Emeklilikte Staja Takılanlar: EYT Yasası İle Ortaya Çıkan Adaletsizlik

Gerekli prim gün sayısını tamamlayan ancak yaş şartını bekleyen milyonlarca insan, Covid-19 pandemisi sırasında işsizlik tehdidiyle karşı karşıya kalınca emeklilik haklarına sarıldı. Verdikleri mücadele onları 2023 seçimlerinde galip getirerek EYT yasasını 3 Mart 2023’te çıkarmayı başardı. Ancak iktidar tarafında, bu yasa sadece bir “seçim hediyesi” olarak görüldü. EYT’lilerin yaşadığı sorunu çözmek yerine sadece oylarını almak amaçlandı. Bu durum, emeklilik sisteminde adaletsizliklere neden oldu.

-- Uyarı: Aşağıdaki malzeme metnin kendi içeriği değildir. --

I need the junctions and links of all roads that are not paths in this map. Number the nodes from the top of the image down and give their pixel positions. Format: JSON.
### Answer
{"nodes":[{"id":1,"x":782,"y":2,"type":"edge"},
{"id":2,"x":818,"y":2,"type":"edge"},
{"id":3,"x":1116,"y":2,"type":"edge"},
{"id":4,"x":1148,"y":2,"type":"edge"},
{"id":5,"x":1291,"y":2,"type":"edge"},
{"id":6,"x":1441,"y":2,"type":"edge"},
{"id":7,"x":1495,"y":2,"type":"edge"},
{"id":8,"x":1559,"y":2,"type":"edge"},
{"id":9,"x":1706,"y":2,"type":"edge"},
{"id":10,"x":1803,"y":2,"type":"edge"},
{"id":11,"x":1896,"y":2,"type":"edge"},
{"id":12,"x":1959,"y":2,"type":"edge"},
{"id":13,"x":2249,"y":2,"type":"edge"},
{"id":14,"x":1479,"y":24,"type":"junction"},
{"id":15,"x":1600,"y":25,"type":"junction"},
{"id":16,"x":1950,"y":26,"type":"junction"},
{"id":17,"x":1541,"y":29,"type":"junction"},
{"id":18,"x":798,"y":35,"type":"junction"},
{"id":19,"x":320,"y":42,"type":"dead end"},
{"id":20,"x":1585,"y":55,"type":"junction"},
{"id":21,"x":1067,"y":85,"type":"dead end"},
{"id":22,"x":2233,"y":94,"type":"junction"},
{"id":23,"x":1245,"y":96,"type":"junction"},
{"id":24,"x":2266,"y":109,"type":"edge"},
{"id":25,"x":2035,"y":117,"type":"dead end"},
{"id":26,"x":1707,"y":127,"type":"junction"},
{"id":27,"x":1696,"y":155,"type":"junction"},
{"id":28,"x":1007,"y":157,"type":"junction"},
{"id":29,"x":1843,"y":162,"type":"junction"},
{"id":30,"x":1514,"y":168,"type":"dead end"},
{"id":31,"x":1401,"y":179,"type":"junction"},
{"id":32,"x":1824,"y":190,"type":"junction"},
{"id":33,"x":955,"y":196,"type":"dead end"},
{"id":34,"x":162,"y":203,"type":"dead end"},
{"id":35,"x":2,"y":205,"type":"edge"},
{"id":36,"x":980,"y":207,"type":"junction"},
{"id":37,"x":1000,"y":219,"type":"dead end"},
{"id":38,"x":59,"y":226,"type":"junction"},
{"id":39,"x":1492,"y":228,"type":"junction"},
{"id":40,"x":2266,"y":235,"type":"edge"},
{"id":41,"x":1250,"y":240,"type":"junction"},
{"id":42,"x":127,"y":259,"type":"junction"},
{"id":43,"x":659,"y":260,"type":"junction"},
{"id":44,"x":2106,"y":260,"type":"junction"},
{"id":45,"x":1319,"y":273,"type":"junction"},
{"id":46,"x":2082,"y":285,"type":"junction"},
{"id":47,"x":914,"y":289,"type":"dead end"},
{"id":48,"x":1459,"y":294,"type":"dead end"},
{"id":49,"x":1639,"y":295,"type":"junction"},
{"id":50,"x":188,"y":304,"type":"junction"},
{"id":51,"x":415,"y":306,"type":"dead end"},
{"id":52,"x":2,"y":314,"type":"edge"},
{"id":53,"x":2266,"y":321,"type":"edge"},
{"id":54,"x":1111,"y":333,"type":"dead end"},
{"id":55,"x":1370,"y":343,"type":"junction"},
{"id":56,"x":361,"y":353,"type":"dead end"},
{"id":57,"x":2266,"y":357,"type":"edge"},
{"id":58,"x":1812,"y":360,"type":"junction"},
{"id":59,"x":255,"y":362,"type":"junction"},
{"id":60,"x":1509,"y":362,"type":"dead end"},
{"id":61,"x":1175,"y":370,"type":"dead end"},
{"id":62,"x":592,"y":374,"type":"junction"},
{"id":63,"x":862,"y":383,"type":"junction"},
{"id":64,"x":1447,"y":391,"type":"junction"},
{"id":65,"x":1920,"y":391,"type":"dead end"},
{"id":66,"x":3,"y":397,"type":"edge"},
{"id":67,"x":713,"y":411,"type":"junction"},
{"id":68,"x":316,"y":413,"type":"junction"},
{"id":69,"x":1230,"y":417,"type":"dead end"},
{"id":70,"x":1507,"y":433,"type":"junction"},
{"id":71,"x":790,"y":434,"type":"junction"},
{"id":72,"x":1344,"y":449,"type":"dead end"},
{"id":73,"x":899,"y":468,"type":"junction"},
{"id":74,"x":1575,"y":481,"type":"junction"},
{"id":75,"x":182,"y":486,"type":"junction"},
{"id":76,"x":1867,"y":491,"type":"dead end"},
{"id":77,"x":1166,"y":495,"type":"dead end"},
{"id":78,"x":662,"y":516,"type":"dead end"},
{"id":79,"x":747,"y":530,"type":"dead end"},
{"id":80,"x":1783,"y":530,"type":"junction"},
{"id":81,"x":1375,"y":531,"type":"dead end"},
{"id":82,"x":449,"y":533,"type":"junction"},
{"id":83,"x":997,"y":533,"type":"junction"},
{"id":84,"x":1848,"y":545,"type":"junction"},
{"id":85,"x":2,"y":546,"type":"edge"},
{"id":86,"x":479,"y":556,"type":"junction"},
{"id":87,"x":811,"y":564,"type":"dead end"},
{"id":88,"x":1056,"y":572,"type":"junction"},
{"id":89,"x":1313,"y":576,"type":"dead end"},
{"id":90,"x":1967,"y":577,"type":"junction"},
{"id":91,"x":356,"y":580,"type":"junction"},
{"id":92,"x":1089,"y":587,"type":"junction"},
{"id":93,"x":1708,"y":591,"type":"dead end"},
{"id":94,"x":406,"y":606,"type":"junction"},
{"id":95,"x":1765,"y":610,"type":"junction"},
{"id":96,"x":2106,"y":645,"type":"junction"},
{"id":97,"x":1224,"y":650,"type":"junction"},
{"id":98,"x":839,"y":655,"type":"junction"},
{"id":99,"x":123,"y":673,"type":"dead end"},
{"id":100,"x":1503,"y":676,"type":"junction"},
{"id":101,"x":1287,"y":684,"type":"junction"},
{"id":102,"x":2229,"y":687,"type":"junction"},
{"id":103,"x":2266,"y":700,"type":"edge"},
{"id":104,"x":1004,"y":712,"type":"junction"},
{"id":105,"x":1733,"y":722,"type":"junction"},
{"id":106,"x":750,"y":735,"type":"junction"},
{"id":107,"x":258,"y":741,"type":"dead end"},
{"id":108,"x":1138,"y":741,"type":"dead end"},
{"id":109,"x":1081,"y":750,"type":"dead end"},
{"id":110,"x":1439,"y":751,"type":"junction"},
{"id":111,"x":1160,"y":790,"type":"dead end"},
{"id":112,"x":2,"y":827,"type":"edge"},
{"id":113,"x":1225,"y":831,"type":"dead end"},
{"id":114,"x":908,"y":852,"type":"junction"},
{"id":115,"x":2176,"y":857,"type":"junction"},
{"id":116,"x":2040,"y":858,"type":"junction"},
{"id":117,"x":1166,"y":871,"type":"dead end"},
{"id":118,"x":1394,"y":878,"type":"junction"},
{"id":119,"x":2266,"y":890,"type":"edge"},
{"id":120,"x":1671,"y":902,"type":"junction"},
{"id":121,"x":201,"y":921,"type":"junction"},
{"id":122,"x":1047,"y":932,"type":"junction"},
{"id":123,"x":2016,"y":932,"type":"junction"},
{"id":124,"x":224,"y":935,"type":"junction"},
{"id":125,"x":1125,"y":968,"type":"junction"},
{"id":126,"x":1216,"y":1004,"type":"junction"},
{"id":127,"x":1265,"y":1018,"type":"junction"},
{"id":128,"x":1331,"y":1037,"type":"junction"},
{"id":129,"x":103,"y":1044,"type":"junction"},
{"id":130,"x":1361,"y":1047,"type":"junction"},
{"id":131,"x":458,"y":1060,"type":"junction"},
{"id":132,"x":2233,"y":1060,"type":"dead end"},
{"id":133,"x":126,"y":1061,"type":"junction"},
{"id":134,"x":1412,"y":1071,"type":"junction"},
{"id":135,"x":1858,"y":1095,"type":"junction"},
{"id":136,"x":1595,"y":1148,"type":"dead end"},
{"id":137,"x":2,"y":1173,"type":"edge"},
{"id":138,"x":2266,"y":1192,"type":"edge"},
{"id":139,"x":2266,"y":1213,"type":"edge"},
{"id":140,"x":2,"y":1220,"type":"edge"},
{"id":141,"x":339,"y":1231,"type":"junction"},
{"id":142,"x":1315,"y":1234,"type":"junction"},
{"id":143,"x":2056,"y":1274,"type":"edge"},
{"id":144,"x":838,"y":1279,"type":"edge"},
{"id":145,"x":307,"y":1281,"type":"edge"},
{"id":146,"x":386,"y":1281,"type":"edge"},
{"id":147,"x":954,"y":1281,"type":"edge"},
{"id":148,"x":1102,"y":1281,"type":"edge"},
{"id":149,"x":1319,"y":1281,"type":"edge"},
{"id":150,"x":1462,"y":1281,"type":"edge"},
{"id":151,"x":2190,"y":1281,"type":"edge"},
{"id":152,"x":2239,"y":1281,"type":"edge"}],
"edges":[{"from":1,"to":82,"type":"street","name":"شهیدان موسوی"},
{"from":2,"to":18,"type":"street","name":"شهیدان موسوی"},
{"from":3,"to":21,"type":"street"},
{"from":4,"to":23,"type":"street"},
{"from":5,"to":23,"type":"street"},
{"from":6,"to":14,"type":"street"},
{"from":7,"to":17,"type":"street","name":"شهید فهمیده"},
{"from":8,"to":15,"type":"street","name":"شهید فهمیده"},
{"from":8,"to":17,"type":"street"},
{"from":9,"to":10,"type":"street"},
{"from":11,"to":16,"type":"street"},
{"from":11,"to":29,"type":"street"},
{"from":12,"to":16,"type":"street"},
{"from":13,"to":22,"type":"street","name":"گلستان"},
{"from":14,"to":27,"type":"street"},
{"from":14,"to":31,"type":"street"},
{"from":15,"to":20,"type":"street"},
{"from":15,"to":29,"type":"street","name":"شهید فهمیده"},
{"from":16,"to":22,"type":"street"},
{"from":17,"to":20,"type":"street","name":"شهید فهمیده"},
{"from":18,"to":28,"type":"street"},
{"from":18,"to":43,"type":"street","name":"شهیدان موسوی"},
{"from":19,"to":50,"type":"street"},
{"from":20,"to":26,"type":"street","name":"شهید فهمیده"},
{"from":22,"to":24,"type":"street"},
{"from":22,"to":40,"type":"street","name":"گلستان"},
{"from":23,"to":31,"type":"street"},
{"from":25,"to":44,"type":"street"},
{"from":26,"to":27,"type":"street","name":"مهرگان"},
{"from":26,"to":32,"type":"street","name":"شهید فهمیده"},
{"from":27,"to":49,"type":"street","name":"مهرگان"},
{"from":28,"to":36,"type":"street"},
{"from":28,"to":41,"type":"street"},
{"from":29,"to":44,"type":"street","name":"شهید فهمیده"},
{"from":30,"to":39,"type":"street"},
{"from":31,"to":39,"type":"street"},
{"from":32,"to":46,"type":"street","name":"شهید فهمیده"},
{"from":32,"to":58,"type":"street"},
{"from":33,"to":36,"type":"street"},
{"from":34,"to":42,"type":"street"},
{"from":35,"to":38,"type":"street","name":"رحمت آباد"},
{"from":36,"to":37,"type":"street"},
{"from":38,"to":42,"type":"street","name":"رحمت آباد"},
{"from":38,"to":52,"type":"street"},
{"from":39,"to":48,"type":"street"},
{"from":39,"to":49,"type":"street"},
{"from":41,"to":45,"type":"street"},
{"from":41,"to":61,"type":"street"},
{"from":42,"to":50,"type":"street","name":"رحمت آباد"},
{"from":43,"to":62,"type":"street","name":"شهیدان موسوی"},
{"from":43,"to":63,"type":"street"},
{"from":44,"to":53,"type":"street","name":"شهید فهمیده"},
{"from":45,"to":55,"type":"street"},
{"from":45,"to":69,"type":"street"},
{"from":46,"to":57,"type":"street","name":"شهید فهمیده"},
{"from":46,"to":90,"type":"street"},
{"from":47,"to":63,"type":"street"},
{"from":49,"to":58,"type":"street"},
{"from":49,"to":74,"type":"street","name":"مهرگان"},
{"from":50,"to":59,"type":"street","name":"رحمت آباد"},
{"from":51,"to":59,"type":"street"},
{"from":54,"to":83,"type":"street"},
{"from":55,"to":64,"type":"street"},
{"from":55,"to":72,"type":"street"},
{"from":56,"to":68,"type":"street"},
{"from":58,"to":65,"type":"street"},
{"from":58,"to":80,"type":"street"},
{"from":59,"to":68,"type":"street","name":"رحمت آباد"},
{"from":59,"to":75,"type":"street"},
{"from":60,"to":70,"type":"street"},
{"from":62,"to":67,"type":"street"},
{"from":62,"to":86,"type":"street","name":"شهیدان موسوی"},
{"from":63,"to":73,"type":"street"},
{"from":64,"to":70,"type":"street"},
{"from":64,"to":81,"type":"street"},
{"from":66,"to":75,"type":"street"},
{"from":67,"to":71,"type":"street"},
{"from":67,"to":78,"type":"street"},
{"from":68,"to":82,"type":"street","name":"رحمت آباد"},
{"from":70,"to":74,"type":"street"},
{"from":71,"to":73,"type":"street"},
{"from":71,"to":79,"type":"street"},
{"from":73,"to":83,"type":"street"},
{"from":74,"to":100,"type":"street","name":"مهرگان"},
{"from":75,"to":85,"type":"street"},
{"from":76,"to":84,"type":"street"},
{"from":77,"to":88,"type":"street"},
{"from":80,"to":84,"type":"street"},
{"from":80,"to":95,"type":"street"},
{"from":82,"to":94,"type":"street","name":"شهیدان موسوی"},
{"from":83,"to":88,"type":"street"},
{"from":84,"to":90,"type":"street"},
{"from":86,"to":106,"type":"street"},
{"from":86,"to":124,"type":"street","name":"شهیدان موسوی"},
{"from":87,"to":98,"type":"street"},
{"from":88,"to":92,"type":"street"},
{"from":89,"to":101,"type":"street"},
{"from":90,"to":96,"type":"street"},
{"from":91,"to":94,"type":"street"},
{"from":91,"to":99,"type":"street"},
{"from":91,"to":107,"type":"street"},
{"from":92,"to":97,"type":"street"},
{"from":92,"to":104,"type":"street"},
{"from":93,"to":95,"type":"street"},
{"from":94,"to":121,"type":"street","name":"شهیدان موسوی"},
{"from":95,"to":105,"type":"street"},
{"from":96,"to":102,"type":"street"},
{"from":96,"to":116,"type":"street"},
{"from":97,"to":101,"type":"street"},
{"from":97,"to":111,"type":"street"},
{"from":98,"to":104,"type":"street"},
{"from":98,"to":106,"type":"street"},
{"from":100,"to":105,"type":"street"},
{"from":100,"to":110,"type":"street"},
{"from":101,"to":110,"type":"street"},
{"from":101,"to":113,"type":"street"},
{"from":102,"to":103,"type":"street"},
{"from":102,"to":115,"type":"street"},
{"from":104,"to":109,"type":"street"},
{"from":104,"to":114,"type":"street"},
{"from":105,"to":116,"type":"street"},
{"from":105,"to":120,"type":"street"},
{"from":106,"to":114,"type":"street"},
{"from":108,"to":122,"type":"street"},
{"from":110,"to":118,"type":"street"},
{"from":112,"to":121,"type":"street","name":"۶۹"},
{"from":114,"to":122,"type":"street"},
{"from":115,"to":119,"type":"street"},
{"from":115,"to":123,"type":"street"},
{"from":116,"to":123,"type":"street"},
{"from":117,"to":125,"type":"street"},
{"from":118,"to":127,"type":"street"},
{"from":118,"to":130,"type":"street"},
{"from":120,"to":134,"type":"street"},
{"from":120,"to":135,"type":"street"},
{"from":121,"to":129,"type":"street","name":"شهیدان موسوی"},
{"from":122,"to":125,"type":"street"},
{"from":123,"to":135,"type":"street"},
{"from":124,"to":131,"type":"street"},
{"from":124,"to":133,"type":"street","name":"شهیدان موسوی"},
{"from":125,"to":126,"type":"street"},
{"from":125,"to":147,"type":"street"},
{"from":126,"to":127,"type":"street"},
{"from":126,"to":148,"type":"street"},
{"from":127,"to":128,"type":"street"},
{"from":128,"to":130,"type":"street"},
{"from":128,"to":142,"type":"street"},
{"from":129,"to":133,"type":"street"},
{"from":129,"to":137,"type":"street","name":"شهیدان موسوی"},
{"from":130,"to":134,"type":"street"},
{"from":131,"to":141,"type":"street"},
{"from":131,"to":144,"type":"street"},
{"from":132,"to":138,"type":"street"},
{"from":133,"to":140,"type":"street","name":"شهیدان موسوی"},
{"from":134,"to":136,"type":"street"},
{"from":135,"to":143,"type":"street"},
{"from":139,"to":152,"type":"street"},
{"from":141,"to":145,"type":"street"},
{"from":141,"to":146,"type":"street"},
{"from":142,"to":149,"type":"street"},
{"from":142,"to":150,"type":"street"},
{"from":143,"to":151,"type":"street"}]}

4447 Sayılı İşsizlik Sigortası Kanunu, 8 Eylül 1999 tarihinde çıkarılarak kadınlarda emeklilik yaşı 58, erkeklerde ise 60 olarak belirlendi. Bu tarihten bir gün önce sigorta girişi olanlar, 3 Mart 2023’te yaş şartı olmadan emekli olurken bu tarihten sonra işe girenler, daha fazla çalışmak zorunda kaldılar. Bu sorunu görmezden gelenler nedeniyle insanlar kendi çözüm yollarını aramaya başladılar. EYT’yi bir gün kaçıranlar, şimdi “Kademeli emeklilik istiyoruz” diye seslerini yükseltiyorlar.
Ancak 8 Eylül 1999’dan önce sigorta girişi olmasına rağmen EYT düzenlemesinden faydalanamayanlar da var. Yasanın uygulanması sırasında birçok kişi atlanmış ve seçimler bittikten sonra bu duruma dikkat çekilmişti. Bu kişiler kendilerini “Emeklilikte staja takılanlar” olarak adlandırıyorlar. Staj dönemi uzun olanlar, yıllarca stajyer olarak gösterilmiş ve emeklilik primlerinden yoksun bırakılmışlardı.
EYT düzenlemesi çıktıktan sonra bazı insanlar işverenleri tarafından kandırıldıklarını fark ettiler. Yıllarca sigortalı çalıştırıldıklarını düşünen ancak aslında stajyer olarak gösterilmişlerdi. Bu durumda olan kişiler, uzun yıllar emek vermiş olmalarına rağmen EYT düzenlemesinden faydalanamadılar ve emekli olabilmek için ekstra süreler çalışmak zorunda kaldılar.
Bugün bile hala çalışan gençler, MESEM’lerde 4 gün iş, 1 gün okul şeklinde çalıştırılarak stajyer olarak değerlendiriliyorlar. Bu durum, genç işçilerin emeklilik haklarına katkı sağlamazken iş kazalarına maruz kalma risklerini arttırıyor. Çalışma Bakanı’nın “kursiyer” olarak tanımladığı bu kişiler, gerçekte işçiden farksız bir şekilde istihdam edilmektedir.